Building on this insight, Azoulay develops a theory of imperial power predicated on a vanishing shutter mechanic that feigns innocence. She shows how in the hands of white explorers, missionaries and scientists, the camera laid the imaginative tracks of empire by rationalizing the power of a white ruling class along with its ways of knowing. As the phrase ‘other imperial shutters’ insinuates, shutter apparatuses supplied much of the conceptual architecture for the colonial project, from its systems of classification to the thresholds of its archives. The shutter is a way to differentiate, delimit, and make disposable through a careful arrangement of elements, composing an image and the world together.

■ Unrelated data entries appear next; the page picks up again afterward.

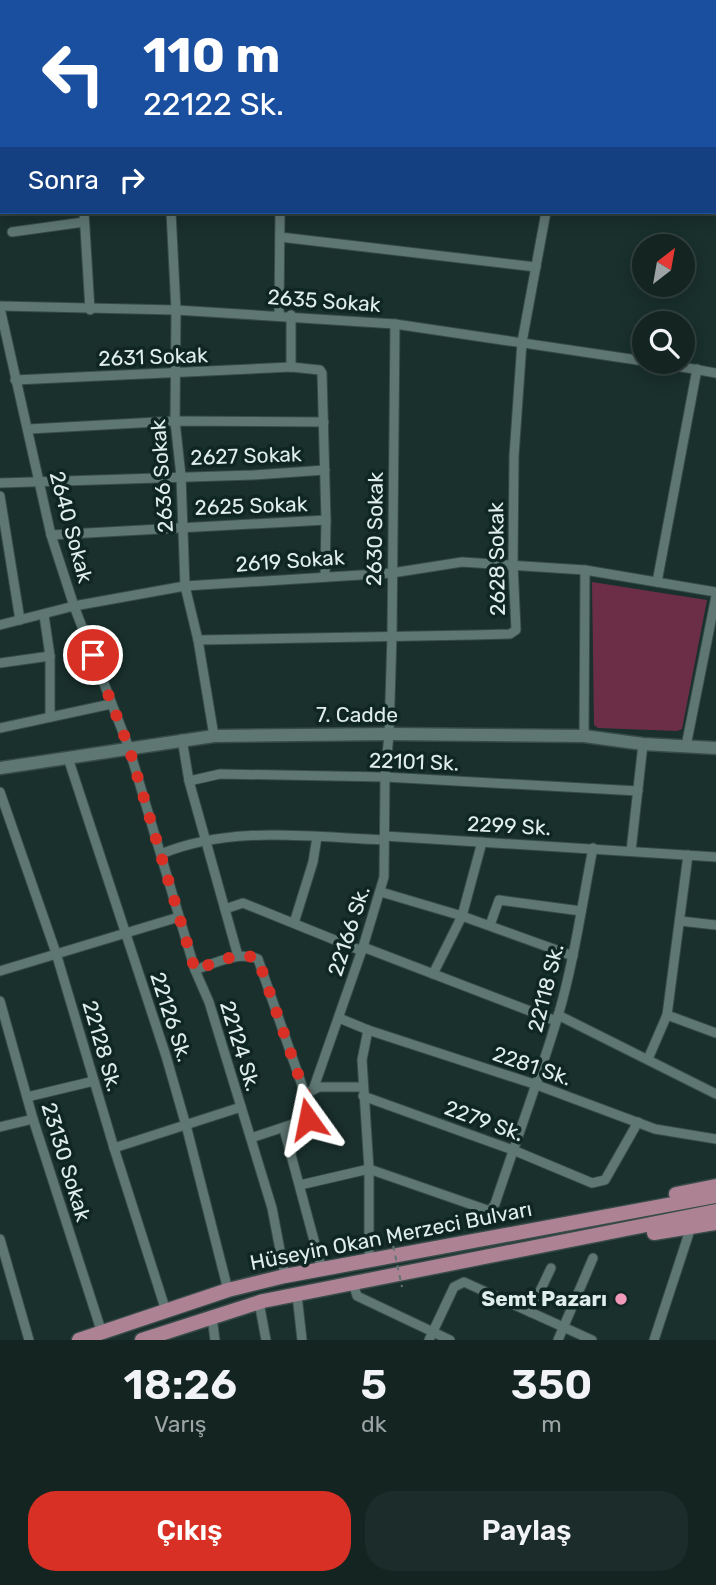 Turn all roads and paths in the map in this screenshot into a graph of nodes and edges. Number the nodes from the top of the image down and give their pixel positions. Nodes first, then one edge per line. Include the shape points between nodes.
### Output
1 (224, 0) edge
2 (242, 0) edge
3 (171, 214) edge
4 (280, 214) edge
5 (546, 214) edge
6 (84, 217) edge
7 (12, 232) dead end
8 (280, 237) junction
9 (536, 267) junction
10 (0, 307) edge
11 (90, 310) junction
12 (176, 310) junction
13 (279, 315) junction
14 (291, 316) junction
15 (396, 324) junction
16 (522, 342) junction
17 (632, 359) edge
18 (291, 368) junction
19 (697, 369) joint
20 (716, 373) edge
21 (176, 374) junction
22 (15, 380) junction
23 (175, 421) junction
24 (324, 422) junction
25 (29, 429) junction
26 (325, 470) junction
27 (181, 476) junction
28 (40, 481) junction
29 (0, 483) edge
30 (0, 496) edge
31 (326, 520) junction
32 (183, 527) junction
33 (51, 535) junction
34 (513, 564) junction
35 (585, 570) junction
36 (392, 573) junction
37 (325, 575) junction
38 (657, 582) junction
39 (185, 586) junction
40 (716, 594) edge
41 (74, 607) junction
42 (44, 615) junction
43 (20, 620) junction
44 (0, 625) edge
45 (392, 635) junction
46 (198, 640) junction
47 (50, 656) junction
48 (0, 663) edge
49 (111, 704) junction
50 (50, 717) junction
51 (0, 727) edge
52 (389, 734) junction
53 (214, 736) junction
54 (584, 736) junction
55 (182, 739) junction
56 (643, 744) junction
57 (686, 746) junction
58 (129, 748) junction
59 (716, 748) edge
60 (68, 758) junction
61 (0, 768) edge
62 (385, 777) junction
63 (189, 781) junction
64 (638, 791) junction
65 (0, 792) edge
66 (317, 837) junction
67 (384, 838) junction
68 (205, 839) junction
69 (482, 842) junction
70 (593, 848) junction
71 (631, 851) junction
72 (161, 853) junction
73 (688, 855) junction
74 (716, 857) edge
75 (381, 892) junction
76 (225, 909) junction
77 (581, 911) junction
78 (462, 916) junction
79 (179, 917) junction
80 (680, 921) junction
81 (294, 923) junction
82 (490, 925) junction
83 (716, 925) edge
84 (125, 932) junction
85 (363, 949) junction
86 (56, 953) junction
87 (238, 956) junction
88 (573, 956) junction
89 (195, 970) junction
90 (0, 971) edge
91 (433, 974) junction
92 (0, 1001) edge
93 (667, 1015) junction
94 (339, 1018) junction
95 (557, 1018) junction
96 (368, 1030) junction
97 (716, 1033) edge
98 (648, 1059) junction
99 (94, 1081) junction
100 (537, 1085) junction
101 (309, 1092) junction
102 (363, 1092) junction
103 (716, 1094) edge
104 (27, 1097) junction
105 (241, 1107) junction
106 (33, 1119) junction
107 (638, 1122) junction
108 (186, 1124) junction
109 (0, 1127) edge
110 (284, 1129) junction
111 (251, 1138) junction
112 (716, 1139) edge
113 (114, 1148) junction
114 (513, 1150) junction
115 (369, 1169) junction
116 (300, 1185) junction
117 (716, 1186) edge
118 (716, 1196) edge
119 (716, 1211) edge
120 (716, 1223) edge
121 (568, 1224) junction
122 (691, 1227) junction
123 (410, 1235) dead end
124 (0, 1239) edge
125 (569, 1241) junction
126 (593, 1258) dead end
127 (369, 1260) junction
128 (551, 1268) dead end
129 (323, 1269) junction
130 (285, 1276) junction
131 (353, 1283) junction
132 (402, 1287) dead end
133 (228, 1290) junction
134 (297, 1295) junction
135 (260, 1302) junction
136 (166, 1311) junction
137 (530, 1312) junction
138 (212, 1317) junction
139 (563, 1328) junction
140 (102, 1333) junction
141 (430, 1336) edge
142 (29, 1340) edge
143 (79, 1340) edge
144 (142, 1340) edge
145 (215, 1340) edge
146 (266, 1340) edge
147 (302, 1340) edge
148 (450, 1340) edge
149 (558, 1340) edge
150 (592, 1340) edge
151 (654, 1340) edge

1 - 2 street
3 - 12 street, 2636 Sokak
4 - 8 street
5 - 9 street, 2628 Sokak
6 - 7 street
6 - 11 street
8 - 9 street
8 - 13 street
9 - 16 street, 2628 Sokak
10 - 11 street, 2635 Sokak
10 - 22 street, 2640 Sokak
11 - 12 street, 2635 Sokak
12 - 13 street, 2635 Sokak
12 - 21 street, 2636 Sokak
13 - 14 street, 2635 Sokak
14 - 15 street, 2635 Sokak
14 - 18 street
15 - 16 street, 2635 Sokak
15 - 36 street, 2630 Sokak
16 - 17 street, 2635 Sokak
16 - 34 street, 2628 Sokak
18 - 21 street, 2631 Sokak
18 - 24 street, 2631 Sokak via 322,373
19 - 20 street
19 - 38 street
21 - 22 street, 2631 Sokak
21 - 23 street, 2636 Sokak
22 - 25 street, 2640 Sokak
23 - 24 street
23 - 25 street
23 - 27 street, 2636 Sokak
24 - 26 street
25 - 28 street, 2640 Sokak
26 - 27 street, 2627 Sokak
26 - 31 street
27 - 28 street, 2627 Sokak
27 - 32 street, 2636 Sokak
28 - 29 street, 2627 Sokak
28 - 33 street, 2640 Sokak
30 - 43 street
31 - 32 street, 2625 Sokak
31 - 37 street
32 - 33 street, 2625 Sokak
32 - 39 street, 2636 Sokak
33 - 41 street, 2640 Sokak
34 - 35 street, 2619 Sokak
34 - 36 street, 2619 Sokak via 462,562
34 - 45 street, 2628 Sokak via 516,630 510,634
35 - 38 street, 2619 Sokak
35 - 54 street
36 - 37 street, 2619 Sokak
36 - 45 street, 2630 Sokak
37 - 39 street, 2619 Sokak
38 - 40 street, 2619 Sokak
39 - 41 street, 2619 Sokak
39 - 46 street, 2636 Sokak
40 - 57 street
41 - 42 street, 2619 Sokak
41 - 49 street, 2640 Sokak
42 - 43 street, 2619 Sokak
42 - 47 street
43 - 44 street, 2619 Sokak
45 - 46 street, 2628 Sokak
45 - 52 street, 2630 Sokak
46 - 53 street, 2636 Sokak
47 - 48 street
47 - 50 street
49 - 50 street
49 - 58 street, 2640 Sokak
50 - 51 street
52 - 53 street, 7. Cadde
52 - 54 street, 7. Cadde
52 - 62 street, 22166 Sk.
53 - 55 street, 7. Cadde
54 - 56 street, 7. Cadde
55 - 58 street, 7. Cadde
55 - 63 street
56 - 57 street, 7. Cadde
56 - 64 street
57 - 59 street, 7. Cadde
58 - 60 street, 7. Cadde
58 - 72 street, 22124 Sk.
60 - 61 street, 7. Cadde
60 - 84 street, 22126 Sk.
62 - 63 street, 22101 Sk. via 220,774
62 - 64 street, 22101 Sk.
62 - 67 street, 22166 Sk.
63 - 68 street
64 - 71 street
65 - 86 street, 22128 Sk.
66 - 67 street, 2299 Sk.
66 - 68 street, 2299 Sk.
66 - 81 street
67 - 69 street, 2299 Sk.
67 - 75 street, 22166 Sk.
68 - 72 street, 2299 Sk.
68 - 76 street
69 - 70 street, 2299 Sk.
69 - 78 street
70 - 71 street, 2299 Sk.
70 - 77 street, 22118 Sk.
71 - 73 street, 2299 Sk.
72 - 79 street, 22124 Sk.
73 - 74 street, 2299 Sk.
73 - 80 street
75 - 78 street
75 - 85 street, 22166 Sk.
76 - 81 street via 243,903
76 - 87 street
77 - 82 street via 499,900
77 - 88 street, 22118 Sk.
78 - 82 street
78 - 91 street
79 - 84 street
79 - 89 street, 22124 Sk.
80 - 83 street
80 - 93 street
81 - 85 street
82 - 88 street
84 - 86 street
84 - 108 street, 22126 Sk.
85 - 91 street
85 - 94 street, 22166 Sk.
86 - 90 street
86 - 99 street, 22128 Sk.
87 - 89 street
87 - 101 street via 258,959
88 - 95 street, 22118 Sk.
89 - 105 street, 22124 Sk.
91 - 95 street
92 - 104 street, 23130 Sokak
93 - 97 street
93 - 98 street
94 - 96 street, 2281 Sk.
94 - 101 street, 22166 Sk.
95 - 98 street
95 - 100 street, 22118 Sk.
96 - 100 street, 2281 Sk.
96 - 102 street via 362,1060
98 - 103 street
99 - 104 street
99 - 113 street, 22128 Sk.
100 - 107 street, 2281 Sk.
100 - 114 street, 22118 Sk.
101 - 102 street, 2279 Sk. via 319,1087
101 - 110 street, 22166 Sk. via 308,1119
102 - 114 street, 2279 Sk.
102 - 115 street
104 - 106 street, 23130 Sokak
105 - 108 street
105 - 111 street, 22124 Sk.
106 - 109 street
106 - 140 street, 23130 Sokak
107 - 112 street, 2281 Sk.
107 - 114 street, 2279 Sk. via 605,1180 592,1183
108 - 113 street
108 - 133 street, 22126 Sk.
110 - 111 street
110 - 116 street
111 - 130 street, 22124 Sk. via 272,1208
113 - 136 street, 22128 Sk.
114 - 115 street, 22118 Sk. via 490,1211
115 - 116 street
115 - 127 street
116 - 129 street
117 - 121 main road via 613,1206
118 - 121 main road, Hüseyin Okan Merzeci Bulvarı
119 - 125 main road, Hüseyin Okan Merzeci Bulvarı
120 - 122 main road
121 - 127 main road, Hüseyin Okan Merzeci Bulvarı
122 - 125 main road
122 - 151 street
123 - 132 path, bridge via 391,1236
124 - 142 street
125 - 131 main road, Hüseyin Okan Merzeci Bulvarı
126 - 139 street
127 - 129 main road, Hüseyin Okan Merzeci Bulvarı
128 - 137 street
129 - 130 main road, Hüseyin Okan Merzeci Bulvarı
130 - 133 main road, Hüseyin Okan Merzeci Bulvarı
131 - 134 main road, Hüseyin Okan Merzeci Bulvarı
131 - 141 street via 357,1296
133 - 136 main road, Hüseyin Okan Merzeci Bulvarı
134 - 135 main road, Hüseyin Okan Merzeci Bulvarı
134 - 147 street
135 - 138 main road, Hüseyin Okan Merzeci Bulvarı
135 - 146 street
136 - 140 main road, Hüseyin Okan Merzeci Bulvarı
137 - 139 street
137 - 141 street via 464,1282 454,1287
138 - 144 main road, Hüseyin Okan Merzeci Bulvarı
138 - 145 street
139 - 149 street
139 - 150 street
140 - 143 main road, Hüseyin Okan Merzeci Bulvarı
141 - 148 street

Photography’s capacity for compositions makes it a good medium through which to unpick the processes by which sovereign subjects emerge, like figures posed in relief against a ground. The universal subject of modernity is arguably invented by representations of that exact ground, with landscape imagery recruited to make the world knowable and ownable (and those are often the same thing) (Mitchell, 1994). A landscape scene reassures the viewer of their stable location in social and physical space by enclosing the land in a grid of fences, perspective lines, and schemes of longitude and latitude; as a result, we know our place and feel sure of where we stand. But this grid also creates an outside, held at bay by those fences but always encroaching. Stefano Harney and Fred Moten (2011: 17) name this outside ‘the surround’, ‘the common beyond and beneath – before and before – enclosure’. For Harney and Moten, the surround is all that shutters cannot (en)close, and the relations that may breach them.
The many visual ambiguities in Brundrit’s Over the Horizon arise from a technical conceit that dialogues with a surround, troubling the divides conventionally manufactured by the camera. It is a conceit that rejects the entire principle of enclosure and with it, the distribution of capacities it shores up. The artist has chosen to photograph her surroundings with a lens made of ice. This method is the result of much prior experimentation with width, density, water clarity, shape, and temperature, although it is an imperfect science. In her exhibition catalogue, Brundrit (2021) explains, “The idea behind this project arose from my interest in rapid climate change and an engagement with making artworks in this area. And specifically, from a thought I had while photographing ice in my photographic studio in 2016 – I wondered if ice shaped into a lens could form an image. And if it could, how would ice see the world?” This formulation is the conceptual key to the project. If ice can see, then ice can return the gaze. Seeing askance from a colonial episteme requires renouncing the authority of a single vantage point and admitting a surround that can, and does, look back. No less importantly, it requires a deliberate disidentification with the feeling of control that vantage point affords a viewer.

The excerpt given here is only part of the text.